**EXERCISE REQUIREMENTS:** State the number of lines in the following data that include the word "html", with no other text.

**SOURCE RECORDS:**

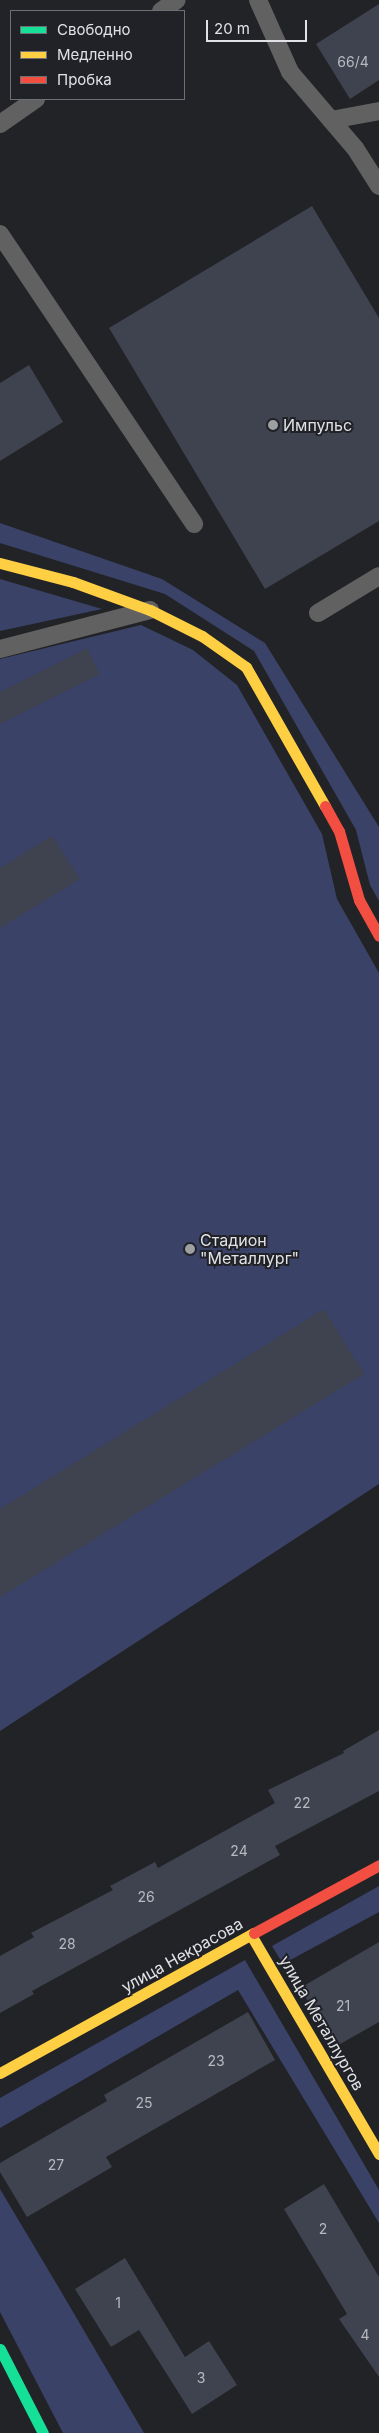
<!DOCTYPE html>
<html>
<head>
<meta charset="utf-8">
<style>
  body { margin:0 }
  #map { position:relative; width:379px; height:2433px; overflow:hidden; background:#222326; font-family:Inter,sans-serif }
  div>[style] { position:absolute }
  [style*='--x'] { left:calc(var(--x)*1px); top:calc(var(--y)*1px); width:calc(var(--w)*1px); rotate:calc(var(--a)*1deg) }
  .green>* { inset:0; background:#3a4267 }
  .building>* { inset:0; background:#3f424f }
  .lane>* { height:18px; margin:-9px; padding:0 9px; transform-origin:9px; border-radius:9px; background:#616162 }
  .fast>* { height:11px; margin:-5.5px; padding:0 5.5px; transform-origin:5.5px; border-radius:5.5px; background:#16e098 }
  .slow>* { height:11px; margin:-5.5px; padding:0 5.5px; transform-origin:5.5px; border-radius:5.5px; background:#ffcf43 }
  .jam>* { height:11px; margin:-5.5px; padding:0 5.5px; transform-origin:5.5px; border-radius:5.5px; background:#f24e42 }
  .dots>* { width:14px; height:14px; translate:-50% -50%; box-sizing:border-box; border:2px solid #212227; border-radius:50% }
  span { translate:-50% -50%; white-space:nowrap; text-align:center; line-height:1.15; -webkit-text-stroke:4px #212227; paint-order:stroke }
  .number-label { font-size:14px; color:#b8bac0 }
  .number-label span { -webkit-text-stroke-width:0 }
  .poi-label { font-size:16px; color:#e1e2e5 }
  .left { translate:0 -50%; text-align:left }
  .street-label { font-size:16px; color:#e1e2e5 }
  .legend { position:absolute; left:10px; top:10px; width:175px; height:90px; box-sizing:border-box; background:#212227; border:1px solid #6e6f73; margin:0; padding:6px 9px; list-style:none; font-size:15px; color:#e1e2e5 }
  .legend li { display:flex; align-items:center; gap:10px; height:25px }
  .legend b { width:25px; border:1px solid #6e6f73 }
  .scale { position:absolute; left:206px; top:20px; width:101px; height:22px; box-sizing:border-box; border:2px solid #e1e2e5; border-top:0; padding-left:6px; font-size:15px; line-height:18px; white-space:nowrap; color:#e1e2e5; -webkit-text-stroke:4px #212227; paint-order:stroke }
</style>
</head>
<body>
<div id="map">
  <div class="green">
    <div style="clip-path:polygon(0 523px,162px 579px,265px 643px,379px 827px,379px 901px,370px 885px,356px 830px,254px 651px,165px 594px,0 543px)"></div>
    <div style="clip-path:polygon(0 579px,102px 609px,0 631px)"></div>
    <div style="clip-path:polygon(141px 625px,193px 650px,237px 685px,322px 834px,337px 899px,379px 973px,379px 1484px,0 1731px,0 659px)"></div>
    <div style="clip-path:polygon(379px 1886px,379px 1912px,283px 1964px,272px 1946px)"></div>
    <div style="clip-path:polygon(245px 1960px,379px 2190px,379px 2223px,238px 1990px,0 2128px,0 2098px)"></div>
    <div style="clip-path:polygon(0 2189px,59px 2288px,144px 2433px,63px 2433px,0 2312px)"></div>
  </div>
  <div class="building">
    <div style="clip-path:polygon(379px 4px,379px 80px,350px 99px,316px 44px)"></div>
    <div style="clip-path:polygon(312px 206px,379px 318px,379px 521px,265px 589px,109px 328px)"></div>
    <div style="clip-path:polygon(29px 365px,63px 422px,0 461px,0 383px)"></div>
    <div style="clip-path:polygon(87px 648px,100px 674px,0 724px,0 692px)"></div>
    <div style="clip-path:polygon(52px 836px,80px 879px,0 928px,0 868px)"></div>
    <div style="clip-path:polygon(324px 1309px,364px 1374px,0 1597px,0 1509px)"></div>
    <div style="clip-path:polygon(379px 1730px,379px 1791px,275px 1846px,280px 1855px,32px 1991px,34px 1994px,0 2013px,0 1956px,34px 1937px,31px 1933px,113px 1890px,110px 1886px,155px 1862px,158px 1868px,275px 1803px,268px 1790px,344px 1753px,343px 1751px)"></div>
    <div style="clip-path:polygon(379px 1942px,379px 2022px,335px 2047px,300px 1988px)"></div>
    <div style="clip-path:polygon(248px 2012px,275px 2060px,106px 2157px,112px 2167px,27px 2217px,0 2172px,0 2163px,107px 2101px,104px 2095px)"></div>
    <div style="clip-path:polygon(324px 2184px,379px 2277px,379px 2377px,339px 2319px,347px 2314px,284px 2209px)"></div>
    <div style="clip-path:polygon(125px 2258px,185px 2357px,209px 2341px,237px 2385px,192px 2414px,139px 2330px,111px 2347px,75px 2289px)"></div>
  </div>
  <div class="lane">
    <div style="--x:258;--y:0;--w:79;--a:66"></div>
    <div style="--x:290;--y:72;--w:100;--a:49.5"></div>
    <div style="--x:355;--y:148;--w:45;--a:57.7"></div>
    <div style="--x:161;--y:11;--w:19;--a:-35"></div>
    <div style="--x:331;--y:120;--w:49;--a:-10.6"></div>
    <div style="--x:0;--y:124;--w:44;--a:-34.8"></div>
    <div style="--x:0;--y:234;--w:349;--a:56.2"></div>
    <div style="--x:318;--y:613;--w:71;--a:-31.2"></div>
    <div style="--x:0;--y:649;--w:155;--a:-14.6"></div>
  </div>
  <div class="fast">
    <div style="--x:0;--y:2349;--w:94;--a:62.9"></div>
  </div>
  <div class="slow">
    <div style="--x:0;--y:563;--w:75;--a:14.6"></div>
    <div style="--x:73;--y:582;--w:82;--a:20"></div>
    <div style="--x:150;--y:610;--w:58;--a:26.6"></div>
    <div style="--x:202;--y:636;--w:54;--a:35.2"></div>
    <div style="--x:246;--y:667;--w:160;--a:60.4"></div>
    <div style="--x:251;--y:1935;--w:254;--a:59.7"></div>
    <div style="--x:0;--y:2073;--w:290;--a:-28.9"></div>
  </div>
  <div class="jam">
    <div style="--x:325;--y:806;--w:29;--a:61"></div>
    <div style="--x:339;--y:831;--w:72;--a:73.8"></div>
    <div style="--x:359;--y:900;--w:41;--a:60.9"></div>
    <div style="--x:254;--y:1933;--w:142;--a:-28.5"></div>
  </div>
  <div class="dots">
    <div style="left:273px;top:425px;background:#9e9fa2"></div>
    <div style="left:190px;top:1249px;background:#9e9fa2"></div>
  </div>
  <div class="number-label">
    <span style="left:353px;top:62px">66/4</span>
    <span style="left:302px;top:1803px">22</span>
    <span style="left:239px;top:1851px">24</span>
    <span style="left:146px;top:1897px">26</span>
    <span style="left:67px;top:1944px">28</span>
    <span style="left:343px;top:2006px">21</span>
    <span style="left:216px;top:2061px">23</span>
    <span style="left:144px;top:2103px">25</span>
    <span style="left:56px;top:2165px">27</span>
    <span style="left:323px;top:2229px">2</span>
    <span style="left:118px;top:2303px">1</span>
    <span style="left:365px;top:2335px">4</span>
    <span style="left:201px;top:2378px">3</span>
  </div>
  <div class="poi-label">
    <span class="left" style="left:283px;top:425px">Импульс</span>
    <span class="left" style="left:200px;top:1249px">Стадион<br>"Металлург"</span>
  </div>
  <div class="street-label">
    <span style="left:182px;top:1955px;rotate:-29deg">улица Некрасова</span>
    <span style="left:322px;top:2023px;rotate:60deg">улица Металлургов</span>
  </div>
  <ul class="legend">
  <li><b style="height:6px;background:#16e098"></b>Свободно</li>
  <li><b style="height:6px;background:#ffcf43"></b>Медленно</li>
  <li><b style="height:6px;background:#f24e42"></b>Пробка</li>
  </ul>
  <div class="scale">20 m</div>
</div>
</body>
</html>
...
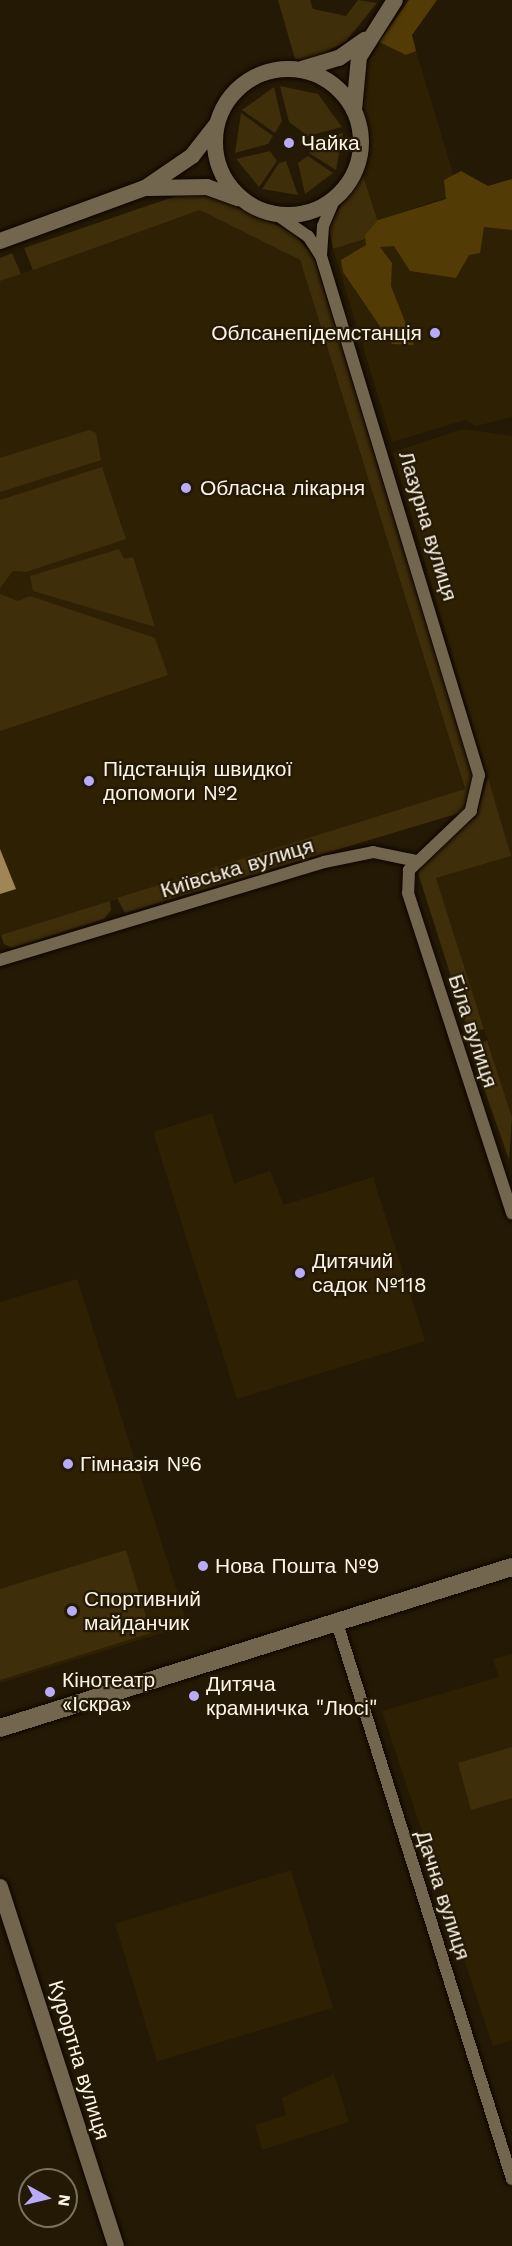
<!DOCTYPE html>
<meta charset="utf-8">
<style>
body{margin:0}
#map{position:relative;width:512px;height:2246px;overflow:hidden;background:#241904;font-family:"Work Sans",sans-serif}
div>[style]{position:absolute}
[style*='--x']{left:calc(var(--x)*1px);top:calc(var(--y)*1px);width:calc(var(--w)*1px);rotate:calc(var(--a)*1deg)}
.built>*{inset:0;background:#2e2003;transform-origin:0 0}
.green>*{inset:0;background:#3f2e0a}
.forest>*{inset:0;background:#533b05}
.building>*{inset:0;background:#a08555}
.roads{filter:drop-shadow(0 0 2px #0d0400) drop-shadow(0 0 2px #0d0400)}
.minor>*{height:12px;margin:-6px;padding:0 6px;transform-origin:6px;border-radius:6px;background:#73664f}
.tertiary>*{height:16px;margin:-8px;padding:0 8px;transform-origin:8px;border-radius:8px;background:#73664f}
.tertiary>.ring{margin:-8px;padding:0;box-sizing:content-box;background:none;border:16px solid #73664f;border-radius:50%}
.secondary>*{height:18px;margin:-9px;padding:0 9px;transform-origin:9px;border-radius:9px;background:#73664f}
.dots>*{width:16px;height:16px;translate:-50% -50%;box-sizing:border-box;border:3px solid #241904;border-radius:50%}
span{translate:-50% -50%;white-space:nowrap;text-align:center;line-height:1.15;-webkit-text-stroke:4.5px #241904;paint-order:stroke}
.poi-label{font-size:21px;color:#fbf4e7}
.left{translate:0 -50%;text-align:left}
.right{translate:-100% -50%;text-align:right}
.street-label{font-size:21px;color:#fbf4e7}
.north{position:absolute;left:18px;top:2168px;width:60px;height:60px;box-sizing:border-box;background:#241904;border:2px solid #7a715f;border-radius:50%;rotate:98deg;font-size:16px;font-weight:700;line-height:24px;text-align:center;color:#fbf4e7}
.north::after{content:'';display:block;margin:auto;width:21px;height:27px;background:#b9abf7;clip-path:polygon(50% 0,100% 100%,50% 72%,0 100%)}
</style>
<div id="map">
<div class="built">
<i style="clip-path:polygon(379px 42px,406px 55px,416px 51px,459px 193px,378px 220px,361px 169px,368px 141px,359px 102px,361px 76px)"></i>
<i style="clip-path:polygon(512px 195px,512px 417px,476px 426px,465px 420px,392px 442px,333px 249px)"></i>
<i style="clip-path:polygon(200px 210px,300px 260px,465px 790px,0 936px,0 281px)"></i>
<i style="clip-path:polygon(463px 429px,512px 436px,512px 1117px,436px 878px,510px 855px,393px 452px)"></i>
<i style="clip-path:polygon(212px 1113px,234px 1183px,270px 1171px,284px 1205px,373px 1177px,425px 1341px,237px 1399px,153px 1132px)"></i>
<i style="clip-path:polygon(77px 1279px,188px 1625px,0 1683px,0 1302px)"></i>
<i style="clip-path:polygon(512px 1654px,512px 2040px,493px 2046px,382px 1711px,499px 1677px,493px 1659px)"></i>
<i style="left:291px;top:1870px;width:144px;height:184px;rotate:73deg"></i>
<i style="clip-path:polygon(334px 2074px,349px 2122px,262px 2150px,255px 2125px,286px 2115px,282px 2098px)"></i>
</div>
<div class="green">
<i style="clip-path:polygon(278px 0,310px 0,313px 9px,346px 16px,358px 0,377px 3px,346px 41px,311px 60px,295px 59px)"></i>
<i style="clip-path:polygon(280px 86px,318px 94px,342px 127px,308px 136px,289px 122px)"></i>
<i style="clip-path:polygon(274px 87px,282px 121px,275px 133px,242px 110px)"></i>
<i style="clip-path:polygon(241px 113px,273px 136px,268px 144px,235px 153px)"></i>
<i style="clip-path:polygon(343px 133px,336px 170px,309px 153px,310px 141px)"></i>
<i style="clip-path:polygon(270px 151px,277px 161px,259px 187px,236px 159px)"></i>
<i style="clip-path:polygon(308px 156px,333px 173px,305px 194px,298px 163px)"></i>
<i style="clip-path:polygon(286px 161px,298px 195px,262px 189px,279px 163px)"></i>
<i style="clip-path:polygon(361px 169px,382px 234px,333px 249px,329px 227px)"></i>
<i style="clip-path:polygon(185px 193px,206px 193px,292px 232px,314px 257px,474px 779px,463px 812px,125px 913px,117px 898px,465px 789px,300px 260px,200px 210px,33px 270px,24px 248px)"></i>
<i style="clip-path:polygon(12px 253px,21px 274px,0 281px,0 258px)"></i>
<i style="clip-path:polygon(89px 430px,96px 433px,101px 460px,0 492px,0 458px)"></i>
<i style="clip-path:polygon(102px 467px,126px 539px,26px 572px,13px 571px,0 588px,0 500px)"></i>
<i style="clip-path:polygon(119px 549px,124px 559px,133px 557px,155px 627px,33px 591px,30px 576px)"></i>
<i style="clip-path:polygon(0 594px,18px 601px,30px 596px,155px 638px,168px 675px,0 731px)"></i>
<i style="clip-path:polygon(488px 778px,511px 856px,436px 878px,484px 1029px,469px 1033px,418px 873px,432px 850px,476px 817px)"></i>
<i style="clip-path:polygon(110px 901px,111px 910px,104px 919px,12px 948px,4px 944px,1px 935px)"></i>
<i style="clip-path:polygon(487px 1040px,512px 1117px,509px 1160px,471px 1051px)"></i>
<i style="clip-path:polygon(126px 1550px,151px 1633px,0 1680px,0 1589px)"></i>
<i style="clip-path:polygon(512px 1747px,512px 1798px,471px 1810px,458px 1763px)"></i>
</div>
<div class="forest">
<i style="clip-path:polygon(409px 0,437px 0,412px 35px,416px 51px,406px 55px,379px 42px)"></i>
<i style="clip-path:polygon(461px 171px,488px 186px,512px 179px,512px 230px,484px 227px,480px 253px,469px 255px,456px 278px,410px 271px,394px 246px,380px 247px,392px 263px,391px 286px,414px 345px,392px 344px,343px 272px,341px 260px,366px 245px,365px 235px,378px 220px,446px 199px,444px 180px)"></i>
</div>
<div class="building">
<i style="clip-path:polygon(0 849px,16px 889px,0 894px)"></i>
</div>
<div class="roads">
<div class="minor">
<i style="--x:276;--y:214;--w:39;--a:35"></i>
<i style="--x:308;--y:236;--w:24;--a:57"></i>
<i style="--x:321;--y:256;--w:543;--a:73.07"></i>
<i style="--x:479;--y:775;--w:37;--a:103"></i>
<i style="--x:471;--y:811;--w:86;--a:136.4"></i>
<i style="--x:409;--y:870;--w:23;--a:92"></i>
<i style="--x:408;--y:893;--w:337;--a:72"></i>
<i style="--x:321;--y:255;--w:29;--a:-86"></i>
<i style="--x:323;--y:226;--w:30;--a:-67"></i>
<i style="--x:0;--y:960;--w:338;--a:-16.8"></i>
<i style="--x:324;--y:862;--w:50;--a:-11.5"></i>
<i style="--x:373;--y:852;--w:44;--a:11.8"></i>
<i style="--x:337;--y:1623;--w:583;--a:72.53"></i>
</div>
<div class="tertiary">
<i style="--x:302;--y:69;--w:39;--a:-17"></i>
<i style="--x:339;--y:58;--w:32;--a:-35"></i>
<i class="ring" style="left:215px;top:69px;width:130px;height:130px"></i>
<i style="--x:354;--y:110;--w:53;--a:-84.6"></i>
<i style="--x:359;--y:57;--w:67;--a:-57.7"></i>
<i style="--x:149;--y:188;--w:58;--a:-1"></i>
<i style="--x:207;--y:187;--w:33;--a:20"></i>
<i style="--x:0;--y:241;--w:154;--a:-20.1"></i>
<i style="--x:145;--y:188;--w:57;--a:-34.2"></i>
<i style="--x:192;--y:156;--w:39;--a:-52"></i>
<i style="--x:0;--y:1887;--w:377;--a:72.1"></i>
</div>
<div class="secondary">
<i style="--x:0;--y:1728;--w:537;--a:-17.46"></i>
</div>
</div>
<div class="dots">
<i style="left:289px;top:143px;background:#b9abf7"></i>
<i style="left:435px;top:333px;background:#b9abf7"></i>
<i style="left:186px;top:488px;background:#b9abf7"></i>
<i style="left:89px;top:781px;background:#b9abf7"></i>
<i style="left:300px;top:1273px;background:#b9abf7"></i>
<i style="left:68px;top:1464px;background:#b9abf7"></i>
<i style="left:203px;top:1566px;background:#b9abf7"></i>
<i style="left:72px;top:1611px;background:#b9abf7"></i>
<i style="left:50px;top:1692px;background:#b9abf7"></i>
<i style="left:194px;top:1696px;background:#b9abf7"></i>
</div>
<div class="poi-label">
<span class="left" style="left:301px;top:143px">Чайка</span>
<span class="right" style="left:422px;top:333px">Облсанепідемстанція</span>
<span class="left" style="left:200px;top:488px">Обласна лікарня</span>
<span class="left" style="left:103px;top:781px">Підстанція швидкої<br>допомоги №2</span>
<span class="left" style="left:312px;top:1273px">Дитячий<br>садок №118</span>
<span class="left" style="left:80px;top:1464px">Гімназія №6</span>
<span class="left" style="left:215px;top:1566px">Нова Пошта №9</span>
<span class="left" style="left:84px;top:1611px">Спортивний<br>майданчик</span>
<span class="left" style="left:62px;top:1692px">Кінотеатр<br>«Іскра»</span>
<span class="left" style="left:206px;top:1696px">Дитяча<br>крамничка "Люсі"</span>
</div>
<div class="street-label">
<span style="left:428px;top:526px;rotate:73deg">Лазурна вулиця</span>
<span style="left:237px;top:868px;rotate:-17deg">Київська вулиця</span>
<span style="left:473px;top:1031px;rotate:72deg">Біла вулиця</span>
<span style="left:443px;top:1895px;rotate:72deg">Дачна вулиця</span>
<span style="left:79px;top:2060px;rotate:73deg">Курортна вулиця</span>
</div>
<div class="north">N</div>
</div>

**WRITTEN ANSWER:** 4